Final del Mundial 2026: España Campeona y el Protagonismo de Trump
La final del Mundial 2026, repartida por todo Norteamérica, tuvo un invitado tan llamativo como el propio partido: el presidente de Estados Unidos, Donald Trump, en el palco para presenciar el duelo entre la campeona de Europa y el campeón del mundo.
En el césped, el foco era otro. España, coronada en la Euro 2024, se cruzaba con la Argentina de Lionel Messi el 19 de julio en el gran escaparate del fútbol mundial. Un solo gol decidió el título. Ferran Torres apareció para firmar el 1-0 y devolver a la selección española a la cima del planeta por primera vez desde 2010.
El árbitro con cámara… y con línea directa al poder
El esloveno Slavko Vincic dirigió la final. No fue un partido más para él. Llevaba una cámara incorporada, un dispositivo que permitió registrar su punto de vista durante todo el día, desde el túnel hasta el pitido final.
Según publicó The Athletic, esas imágenes y los testimonios asociados revelan varios momentos curiosos. Entre ellos, una conversación con Messi en pleno encuentro, en la que el colegiado le pidió que calmara a un compañero. Detalles de alta tensión en un escenario donde cada gesto pesa.

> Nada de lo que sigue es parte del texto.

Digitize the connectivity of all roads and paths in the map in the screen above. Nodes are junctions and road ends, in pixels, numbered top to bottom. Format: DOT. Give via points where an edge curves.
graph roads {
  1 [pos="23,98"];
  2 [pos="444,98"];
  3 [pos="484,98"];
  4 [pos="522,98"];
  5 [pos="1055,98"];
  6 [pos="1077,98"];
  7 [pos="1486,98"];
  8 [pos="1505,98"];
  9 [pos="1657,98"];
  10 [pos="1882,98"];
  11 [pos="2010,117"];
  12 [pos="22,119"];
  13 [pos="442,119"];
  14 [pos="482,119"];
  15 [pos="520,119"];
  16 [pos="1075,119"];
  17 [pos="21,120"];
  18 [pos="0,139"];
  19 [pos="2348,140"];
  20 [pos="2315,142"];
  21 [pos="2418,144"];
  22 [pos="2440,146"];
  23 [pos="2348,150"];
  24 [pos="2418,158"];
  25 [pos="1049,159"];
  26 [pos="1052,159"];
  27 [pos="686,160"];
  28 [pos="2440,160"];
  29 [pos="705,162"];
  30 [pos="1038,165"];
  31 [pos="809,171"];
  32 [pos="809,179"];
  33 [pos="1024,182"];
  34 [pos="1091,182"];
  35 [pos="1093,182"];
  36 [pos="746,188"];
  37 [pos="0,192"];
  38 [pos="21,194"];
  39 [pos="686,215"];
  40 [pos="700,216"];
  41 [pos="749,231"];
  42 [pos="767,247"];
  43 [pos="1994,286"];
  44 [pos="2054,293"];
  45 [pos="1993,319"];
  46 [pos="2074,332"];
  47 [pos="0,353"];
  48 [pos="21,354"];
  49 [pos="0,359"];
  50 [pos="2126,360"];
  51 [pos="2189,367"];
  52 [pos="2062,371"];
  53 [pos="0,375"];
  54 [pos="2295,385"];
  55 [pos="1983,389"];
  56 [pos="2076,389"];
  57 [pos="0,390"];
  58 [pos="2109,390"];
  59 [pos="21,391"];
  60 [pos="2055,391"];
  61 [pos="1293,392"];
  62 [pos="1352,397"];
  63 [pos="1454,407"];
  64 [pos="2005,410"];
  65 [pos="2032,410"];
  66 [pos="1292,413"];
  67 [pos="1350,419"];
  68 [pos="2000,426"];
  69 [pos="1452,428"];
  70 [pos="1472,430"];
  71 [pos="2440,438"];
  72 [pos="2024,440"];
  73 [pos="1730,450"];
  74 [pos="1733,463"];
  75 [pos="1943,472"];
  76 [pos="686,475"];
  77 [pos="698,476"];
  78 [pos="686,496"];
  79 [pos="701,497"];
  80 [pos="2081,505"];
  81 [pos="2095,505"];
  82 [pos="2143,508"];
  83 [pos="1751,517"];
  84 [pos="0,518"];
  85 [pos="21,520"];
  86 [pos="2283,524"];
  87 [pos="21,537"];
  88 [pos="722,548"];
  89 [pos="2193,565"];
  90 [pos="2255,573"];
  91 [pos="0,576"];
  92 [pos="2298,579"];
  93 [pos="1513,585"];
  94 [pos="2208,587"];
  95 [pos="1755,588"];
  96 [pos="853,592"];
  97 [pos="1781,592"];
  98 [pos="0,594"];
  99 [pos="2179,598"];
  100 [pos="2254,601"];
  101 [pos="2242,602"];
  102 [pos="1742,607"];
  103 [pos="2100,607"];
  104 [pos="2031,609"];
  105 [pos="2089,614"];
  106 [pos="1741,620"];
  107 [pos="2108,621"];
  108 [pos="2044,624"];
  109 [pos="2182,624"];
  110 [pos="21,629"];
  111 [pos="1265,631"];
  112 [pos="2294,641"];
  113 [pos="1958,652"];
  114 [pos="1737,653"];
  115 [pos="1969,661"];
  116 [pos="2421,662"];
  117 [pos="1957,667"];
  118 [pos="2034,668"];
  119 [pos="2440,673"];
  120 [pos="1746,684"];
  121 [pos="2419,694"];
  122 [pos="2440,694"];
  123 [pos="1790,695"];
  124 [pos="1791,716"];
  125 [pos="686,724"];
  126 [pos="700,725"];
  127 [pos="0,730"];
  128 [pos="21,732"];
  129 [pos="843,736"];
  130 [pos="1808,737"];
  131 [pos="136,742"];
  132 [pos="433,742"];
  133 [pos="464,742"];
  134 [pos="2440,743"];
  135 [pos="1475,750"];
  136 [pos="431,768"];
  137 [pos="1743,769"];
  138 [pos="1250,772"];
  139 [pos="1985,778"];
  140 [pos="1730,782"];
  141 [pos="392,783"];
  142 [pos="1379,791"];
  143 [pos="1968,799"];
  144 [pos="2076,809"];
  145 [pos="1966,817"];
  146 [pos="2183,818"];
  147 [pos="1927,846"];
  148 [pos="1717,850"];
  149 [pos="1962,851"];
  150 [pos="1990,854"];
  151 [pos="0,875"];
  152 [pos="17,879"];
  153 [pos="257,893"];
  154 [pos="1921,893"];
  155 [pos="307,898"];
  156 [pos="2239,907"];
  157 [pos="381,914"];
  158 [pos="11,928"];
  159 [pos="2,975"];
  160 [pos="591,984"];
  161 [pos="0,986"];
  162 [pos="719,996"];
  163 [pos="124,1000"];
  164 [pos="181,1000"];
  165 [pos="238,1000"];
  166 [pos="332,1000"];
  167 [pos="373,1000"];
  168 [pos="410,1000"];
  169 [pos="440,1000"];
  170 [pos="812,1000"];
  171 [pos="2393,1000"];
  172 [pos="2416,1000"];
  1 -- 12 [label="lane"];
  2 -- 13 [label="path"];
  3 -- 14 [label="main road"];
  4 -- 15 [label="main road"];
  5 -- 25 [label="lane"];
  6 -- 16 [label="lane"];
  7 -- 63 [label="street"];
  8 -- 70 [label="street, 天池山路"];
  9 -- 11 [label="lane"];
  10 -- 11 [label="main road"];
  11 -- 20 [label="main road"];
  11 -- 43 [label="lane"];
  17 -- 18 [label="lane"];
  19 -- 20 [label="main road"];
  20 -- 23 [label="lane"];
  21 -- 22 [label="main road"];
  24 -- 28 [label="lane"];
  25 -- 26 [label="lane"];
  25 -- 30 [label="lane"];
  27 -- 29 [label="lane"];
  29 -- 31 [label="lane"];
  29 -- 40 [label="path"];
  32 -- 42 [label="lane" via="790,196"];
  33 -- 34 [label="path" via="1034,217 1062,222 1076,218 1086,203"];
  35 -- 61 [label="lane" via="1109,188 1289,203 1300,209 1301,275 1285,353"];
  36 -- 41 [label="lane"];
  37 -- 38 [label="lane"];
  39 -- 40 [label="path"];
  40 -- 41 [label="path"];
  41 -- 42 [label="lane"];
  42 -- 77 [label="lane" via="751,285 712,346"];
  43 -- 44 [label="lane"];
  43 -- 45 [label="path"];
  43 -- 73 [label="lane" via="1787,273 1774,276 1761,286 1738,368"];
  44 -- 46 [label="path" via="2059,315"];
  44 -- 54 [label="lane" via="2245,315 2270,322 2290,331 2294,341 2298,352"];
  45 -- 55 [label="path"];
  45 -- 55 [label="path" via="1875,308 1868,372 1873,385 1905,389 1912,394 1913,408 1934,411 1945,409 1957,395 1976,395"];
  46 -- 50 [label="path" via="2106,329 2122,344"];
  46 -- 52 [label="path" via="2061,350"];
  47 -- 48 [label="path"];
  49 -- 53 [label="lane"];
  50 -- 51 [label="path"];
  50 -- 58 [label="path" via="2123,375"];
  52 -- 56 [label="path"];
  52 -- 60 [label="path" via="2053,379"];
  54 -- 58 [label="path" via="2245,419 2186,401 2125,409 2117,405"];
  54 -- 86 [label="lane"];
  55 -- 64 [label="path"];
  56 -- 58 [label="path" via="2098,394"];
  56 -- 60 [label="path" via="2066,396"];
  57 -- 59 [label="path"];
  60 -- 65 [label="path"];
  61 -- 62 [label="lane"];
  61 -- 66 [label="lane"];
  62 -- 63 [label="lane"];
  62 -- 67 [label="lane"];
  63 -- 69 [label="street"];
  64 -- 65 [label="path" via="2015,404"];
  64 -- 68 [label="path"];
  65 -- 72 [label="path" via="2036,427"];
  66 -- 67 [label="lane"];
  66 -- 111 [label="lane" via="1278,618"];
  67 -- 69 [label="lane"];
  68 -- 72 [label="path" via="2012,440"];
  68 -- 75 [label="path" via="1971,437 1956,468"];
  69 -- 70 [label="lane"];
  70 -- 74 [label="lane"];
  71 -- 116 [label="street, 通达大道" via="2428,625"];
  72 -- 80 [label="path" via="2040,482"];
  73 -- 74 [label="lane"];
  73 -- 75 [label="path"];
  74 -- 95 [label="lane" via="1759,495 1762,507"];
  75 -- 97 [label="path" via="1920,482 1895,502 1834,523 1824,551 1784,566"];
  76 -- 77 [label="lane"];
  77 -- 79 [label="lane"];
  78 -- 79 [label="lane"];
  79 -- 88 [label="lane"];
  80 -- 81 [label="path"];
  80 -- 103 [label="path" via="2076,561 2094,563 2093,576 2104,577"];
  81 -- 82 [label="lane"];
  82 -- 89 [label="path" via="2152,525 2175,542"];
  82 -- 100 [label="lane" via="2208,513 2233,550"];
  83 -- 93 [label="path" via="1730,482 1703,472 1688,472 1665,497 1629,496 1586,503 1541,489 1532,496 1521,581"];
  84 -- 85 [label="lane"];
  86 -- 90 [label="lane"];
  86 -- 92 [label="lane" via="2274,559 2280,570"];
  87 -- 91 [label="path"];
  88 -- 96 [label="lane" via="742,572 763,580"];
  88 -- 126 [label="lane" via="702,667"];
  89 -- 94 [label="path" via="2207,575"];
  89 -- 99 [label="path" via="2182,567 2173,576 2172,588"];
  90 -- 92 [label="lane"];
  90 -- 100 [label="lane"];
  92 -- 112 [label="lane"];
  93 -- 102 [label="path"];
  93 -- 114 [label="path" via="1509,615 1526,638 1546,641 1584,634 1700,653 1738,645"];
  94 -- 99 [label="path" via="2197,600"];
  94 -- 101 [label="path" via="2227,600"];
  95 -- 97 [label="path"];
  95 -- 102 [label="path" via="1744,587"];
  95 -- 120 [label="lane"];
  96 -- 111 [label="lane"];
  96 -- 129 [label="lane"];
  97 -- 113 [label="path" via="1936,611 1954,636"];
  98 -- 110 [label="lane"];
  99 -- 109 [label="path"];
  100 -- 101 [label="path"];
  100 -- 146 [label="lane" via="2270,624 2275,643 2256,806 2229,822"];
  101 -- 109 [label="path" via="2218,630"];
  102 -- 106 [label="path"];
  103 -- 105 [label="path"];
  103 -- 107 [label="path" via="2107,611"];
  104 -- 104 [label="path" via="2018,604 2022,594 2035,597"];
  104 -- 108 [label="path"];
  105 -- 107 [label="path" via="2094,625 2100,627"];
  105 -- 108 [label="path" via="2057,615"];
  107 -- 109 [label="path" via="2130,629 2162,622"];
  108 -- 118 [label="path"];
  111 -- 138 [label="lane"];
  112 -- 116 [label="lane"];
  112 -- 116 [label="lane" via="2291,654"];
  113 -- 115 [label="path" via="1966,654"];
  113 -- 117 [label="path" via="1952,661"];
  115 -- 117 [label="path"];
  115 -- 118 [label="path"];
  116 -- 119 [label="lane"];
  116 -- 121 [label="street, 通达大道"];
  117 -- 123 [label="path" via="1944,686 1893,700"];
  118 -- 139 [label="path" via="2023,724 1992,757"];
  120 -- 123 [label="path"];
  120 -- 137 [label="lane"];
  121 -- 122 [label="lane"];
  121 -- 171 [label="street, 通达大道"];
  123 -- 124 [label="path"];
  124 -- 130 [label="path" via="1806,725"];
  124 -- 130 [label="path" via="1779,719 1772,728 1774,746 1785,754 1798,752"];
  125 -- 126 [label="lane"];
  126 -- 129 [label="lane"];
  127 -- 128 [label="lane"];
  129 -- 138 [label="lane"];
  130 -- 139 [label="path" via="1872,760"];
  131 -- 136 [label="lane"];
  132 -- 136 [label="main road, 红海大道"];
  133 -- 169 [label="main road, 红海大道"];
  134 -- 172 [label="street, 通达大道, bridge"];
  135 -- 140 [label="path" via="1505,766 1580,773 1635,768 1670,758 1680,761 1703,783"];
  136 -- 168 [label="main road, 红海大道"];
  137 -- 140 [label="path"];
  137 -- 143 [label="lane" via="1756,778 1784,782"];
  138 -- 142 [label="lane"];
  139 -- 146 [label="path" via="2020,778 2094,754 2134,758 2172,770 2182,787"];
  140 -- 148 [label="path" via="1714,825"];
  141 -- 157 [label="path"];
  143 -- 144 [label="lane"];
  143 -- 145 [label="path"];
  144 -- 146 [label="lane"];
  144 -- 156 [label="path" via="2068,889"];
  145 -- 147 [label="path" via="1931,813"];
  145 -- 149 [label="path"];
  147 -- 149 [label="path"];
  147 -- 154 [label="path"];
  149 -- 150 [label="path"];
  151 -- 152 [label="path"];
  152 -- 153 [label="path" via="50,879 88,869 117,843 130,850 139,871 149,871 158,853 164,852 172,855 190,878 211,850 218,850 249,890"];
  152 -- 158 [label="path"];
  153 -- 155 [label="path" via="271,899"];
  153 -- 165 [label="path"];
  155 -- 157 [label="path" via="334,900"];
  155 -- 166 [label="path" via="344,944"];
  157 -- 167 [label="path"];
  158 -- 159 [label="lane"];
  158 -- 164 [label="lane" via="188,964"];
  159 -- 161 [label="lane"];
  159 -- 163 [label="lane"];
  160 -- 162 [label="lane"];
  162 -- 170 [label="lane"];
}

Cuando todo terminó, con España celebrando y Argentina lamentando la derrota, llegó el protocolo. Igual que los jugadores, el equipo arbitral subió al podio para recibir sus medallas y saludar a Gianni Infantino y a Donald Trump.
Ahí se produjo otra escena llamativa. Mientras le colocaba la medalla al cuello, el presidente de Estados Unidos se dirigió a Vincic y le repitió dos veces que había hecho “un gran trabajo”. Un mensaje directo, breve, en plena ceremonia de clausura.
Trump permaneció en el podio tras la entrega de medallas. Pero el protagonismo cambió de manos en cuestión de segundos: cuando España se preparaba para levantar el trofeo, el personal de la organización lo desplazó a un lado para despejar el espacio de la foto eterna, la de los campeones del mundo.
Ferran Torres, la gorra y el guiño político
La historia no acabó con el confeti. Días después, en plena resaca del título, Ferran Torres volvió a ser noticia, esta vez lejos del área rival. El delantero fue visto durante las celebraciones con una gorra roja en la que se leía “Make Spain Great Again”.
El lema, un evidente juego con el eslogan político de Trump, cruzó rápidamente del festejo deportivo al debate público. Y el propio presidente estadounidense no dejó pasar la oportunidad de apropiarse del guiño.
Más tarde, al hablar sobre el desfile y el gesto de Torres, Trump afirmó que el futbolista estaba usando “esencialmente” una gorra de “Make America Great Again”. Lo calificó como “un bonito tributo” y elogió al jugador: “Es un gran futbolista”, afirmó, asegurando que interpretaba el gesto como algo positivo hacia su figura.
Trump aprovechó también para reivindicar su mensaje habitual, asegurando que su país ya ha “hecho a América grande” y que Estados Unidos es “el mejor país del mundo”, después de recordar que “hace año y medio, dos años, este país estaba en serios problemas”.
Así, una final que ya era histórica por el título de España y por el duelo con la Argentina de Messi terminó convertida también en un escenario político. Un árbitro con cámara, un presidente en el podio y una gorra en las celebraciones añadieron otra capa de relato a un Mundial que, más allá del marcador, dejó imágenes que seguirán dando que hablar.